### Work order
Please write out each entry exactly as it appears.

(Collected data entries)
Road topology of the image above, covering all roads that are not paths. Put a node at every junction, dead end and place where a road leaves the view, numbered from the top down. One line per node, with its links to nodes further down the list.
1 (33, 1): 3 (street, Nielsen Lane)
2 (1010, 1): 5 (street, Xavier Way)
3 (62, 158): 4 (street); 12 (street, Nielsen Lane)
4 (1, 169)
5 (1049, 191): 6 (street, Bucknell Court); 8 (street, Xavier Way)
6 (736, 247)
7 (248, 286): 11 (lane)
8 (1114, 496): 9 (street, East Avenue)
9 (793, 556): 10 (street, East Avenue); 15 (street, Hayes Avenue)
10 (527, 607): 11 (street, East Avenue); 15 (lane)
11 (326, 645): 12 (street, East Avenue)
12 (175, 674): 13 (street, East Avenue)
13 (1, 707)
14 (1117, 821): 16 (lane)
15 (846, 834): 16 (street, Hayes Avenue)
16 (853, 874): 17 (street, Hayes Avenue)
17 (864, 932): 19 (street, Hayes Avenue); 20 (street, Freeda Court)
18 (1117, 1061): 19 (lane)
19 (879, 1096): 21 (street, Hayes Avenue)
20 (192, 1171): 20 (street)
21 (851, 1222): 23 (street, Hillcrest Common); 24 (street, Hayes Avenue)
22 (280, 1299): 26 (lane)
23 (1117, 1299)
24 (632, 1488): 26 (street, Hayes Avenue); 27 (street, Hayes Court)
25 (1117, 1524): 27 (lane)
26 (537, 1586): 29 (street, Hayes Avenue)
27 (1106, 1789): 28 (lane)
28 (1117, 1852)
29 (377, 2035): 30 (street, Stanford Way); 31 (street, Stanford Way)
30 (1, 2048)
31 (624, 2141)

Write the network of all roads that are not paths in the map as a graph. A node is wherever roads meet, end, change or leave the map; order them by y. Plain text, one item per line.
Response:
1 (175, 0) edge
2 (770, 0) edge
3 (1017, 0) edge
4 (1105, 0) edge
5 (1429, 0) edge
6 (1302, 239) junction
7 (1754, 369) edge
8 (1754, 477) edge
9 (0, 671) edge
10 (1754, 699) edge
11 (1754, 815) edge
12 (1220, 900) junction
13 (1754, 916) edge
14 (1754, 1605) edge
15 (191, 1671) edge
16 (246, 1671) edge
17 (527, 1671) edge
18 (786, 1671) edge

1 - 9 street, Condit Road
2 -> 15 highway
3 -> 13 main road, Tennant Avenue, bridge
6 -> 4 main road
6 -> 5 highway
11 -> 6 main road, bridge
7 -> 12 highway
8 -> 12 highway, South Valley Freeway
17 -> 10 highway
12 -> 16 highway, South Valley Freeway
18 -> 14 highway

### Solution to this problem
Road topology of the image above, covering all roads that are not paths. Put a node at every junction, dead end and place where a road leaves the view, numbered from the top down. One line per node, with its links to nodes further down the list.
1 (33, 1): 3 (street, Nielsen Lane)
2 (1010, 1): 5 (street, Xavier Way)
3 (62, 158): 4 (street); 12 (street, Nielsen Lane)
4 (1, 169)
5 (1049, 191): 6 (street, Bucknell Court); 8 (street, Xavier Way)
6 (736, 247)
7 (248, 286): 11 (lane)
8 (1114, 496): 9 (street, East Avenue)
9 (793, 556): 10 (street, East Avenue); 15 (street, Hayes Avenue)
10 (527, 607): 11 (street, East Avenue); 15 (lane)
11 (326, 645): 12 (street, East Avenue)
12 (175, 674): 13 (street, East Avenue)
13 (1, 707)
14 (1117, 821): 16 (lane)
15 (846, 834): 16 (street, Hayes Avenue)
16 (853, 874): 17 (street, Hayes Avenue)
17 (864, 932): 19 (street, Hayes Avenue); 20 (street, Freeda Court)
18 (1117, 1061): 19 (lane)
19 (879, 1096): 21 (street, Hayes Avenue)
20 (192, 1171): 20 (street)
21 (851, 1222): 23 (street, Hillcrest Common); 24 (street, Hayes Avenue)
22 (280, 1299): 26 (lane)
23 (1117, 1299)
24 (632, 1488): 26 (street, Hayes Avenue); 27 (street, Hayes Court)
25 (1117, 1524): 27 (lane)
26 (537, 1586): 29 (street, Hayes Avenue)
27 (1106, 1789): 28 (lane)
28 (1117, 1852)
29 (377, 2035): 30 (street, Stanford Way); 31 (street, Stanford Way)
30 (1, 2048)
31 (624, 2141)

Write the network of all roads that are not paths in the map as a graph. A node is wherever roads meet, end, change or leave the map; order them by y. Plain text, one item per line.
Response:
1 (175, 0) edge
2 (770, 0) edge
3 (1017, 0) edge
4 (1105, 0) edge
5 (1429, 0) edge
6 (1302, 239) junction
7 (1754, 369) edge
8 (1754, 477) edge
9 (0, 671) edge
10 (1754, 699) edge
11 (1754, 815) edge
12 (1220, 900) junction
13 (1754, 916) edge
14 (1754, 1605) edge
15 (191, 1671) edge
16 (246, 1671) edge
17 (527, 1671) edge
18 (786, 1671) edge

1 - 9 street, Condit Road
2 -> 15 highway
3 -> 13 main road, Tennant Avenue, bridge
6 -> 4 main road
6 -> 5 highway
11 -> 6 main road, bridge
7 -> 12 highway
8 -> 12 highway, South Valley Freeway
17 -> 10 highway
12 -> 16 highway, South Valley Freeway
18 -> 14 highway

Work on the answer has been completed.